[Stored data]
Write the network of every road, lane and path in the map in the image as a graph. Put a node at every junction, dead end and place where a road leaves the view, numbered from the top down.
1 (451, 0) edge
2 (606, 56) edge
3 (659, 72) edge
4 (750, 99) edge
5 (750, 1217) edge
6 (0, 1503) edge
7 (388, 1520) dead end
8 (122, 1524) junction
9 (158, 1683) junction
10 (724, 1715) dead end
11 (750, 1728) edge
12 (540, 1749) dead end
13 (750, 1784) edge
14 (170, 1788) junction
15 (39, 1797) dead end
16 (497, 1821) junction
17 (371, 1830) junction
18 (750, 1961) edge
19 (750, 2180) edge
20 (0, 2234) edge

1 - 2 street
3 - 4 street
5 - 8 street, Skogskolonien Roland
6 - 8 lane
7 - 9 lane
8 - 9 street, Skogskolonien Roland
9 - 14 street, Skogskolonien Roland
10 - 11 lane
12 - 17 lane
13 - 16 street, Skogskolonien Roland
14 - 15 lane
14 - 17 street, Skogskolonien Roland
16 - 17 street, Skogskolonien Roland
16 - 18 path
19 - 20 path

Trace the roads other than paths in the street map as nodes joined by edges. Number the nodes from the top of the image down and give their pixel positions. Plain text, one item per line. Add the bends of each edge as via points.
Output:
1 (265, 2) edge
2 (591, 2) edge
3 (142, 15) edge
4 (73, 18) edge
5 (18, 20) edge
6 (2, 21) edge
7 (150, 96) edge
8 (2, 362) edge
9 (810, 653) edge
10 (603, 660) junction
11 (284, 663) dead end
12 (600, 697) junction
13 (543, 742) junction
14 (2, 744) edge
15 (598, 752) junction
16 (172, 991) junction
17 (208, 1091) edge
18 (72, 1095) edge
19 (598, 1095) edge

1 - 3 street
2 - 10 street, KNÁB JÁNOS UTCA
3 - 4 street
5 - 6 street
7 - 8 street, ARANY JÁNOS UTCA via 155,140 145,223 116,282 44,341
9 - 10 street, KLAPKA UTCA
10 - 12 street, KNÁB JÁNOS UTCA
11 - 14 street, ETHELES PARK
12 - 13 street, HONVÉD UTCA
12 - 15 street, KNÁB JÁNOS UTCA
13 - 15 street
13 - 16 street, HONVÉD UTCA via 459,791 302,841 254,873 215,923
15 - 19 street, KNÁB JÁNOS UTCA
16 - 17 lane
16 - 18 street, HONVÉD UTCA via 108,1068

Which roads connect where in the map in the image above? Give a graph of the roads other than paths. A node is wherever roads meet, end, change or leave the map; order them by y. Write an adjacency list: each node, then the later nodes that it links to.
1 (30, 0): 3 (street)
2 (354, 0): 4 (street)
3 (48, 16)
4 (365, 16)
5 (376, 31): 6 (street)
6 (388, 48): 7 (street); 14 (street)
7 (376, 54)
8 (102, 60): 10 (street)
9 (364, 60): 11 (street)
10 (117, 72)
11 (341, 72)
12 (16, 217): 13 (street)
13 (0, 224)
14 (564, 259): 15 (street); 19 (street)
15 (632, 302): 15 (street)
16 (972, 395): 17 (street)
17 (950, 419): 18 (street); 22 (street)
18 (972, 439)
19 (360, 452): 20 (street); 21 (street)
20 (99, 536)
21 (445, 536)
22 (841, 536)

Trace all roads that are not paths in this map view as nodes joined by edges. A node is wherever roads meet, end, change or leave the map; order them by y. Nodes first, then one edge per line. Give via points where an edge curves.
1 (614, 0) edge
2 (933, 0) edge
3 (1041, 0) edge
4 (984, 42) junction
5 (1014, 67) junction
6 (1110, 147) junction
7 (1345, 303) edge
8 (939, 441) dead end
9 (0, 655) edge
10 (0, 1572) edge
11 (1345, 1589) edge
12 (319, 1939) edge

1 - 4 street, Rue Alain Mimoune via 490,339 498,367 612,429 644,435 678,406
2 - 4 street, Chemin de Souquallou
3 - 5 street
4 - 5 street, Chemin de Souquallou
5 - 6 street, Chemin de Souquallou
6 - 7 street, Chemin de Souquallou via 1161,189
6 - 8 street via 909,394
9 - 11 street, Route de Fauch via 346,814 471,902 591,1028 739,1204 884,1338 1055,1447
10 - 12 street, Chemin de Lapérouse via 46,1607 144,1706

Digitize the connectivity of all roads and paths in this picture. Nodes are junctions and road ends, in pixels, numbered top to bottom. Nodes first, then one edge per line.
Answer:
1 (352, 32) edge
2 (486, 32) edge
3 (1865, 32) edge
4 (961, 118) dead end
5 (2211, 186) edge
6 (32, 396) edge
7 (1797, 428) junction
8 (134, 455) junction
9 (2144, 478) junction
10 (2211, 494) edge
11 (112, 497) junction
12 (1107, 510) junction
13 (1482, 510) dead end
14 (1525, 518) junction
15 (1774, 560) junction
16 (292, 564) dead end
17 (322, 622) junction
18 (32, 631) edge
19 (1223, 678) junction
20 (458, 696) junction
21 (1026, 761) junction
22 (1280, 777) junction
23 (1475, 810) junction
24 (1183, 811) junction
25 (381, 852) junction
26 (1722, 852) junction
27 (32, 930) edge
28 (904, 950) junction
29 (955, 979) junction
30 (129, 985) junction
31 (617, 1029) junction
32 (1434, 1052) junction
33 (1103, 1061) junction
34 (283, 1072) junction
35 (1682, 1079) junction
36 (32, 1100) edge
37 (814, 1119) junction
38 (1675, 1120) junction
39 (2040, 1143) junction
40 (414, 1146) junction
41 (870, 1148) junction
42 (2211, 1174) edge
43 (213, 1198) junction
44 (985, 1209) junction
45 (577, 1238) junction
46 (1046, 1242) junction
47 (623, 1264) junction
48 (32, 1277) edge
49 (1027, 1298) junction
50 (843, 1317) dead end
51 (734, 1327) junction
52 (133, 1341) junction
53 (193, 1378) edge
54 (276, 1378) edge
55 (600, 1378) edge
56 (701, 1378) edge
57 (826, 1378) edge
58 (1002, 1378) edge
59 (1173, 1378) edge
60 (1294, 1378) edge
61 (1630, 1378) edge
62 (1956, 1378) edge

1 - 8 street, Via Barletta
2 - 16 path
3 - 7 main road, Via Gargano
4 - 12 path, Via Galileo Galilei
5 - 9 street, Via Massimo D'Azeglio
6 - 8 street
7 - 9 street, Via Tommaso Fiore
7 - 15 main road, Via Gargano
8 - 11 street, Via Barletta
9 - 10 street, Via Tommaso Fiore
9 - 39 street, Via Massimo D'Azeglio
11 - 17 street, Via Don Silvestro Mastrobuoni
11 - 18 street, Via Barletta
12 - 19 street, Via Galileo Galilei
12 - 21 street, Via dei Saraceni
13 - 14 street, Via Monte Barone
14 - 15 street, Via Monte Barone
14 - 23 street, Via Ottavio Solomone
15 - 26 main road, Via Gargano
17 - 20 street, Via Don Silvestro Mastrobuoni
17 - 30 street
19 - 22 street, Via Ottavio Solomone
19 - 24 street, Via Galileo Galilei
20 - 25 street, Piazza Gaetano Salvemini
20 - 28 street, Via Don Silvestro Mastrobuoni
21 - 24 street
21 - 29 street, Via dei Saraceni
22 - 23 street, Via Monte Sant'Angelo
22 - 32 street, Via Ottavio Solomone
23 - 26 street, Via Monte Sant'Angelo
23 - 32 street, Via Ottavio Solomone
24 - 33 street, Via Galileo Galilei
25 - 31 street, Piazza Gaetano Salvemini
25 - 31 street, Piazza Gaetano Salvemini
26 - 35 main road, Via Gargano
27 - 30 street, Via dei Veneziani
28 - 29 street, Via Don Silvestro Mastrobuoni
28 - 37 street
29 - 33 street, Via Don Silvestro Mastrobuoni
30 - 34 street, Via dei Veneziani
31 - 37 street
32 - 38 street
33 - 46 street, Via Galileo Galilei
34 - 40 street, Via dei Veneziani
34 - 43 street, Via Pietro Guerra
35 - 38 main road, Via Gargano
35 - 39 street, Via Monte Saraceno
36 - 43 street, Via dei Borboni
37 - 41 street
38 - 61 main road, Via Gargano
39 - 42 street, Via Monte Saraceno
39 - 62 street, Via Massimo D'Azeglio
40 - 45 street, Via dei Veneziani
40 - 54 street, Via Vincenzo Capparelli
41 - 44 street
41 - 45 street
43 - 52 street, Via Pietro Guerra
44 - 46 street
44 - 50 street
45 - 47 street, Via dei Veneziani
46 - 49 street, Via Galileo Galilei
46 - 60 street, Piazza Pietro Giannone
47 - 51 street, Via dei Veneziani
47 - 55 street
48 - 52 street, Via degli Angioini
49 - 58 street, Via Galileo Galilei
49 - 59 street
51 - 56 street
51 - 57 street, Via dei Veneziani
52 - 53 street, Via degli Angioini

§ About this task
Lines in the data that include the word "Piazza" should all be copied.

§ Exercise output
20 - 25 street, Piazza Gaetano Salvemini
25 - 31 street, Piazza Gaetano Salvemini
25 - 31 street, Piazza Gaetano Salvemini
46 - 60 street, Piazza Pietro Giannone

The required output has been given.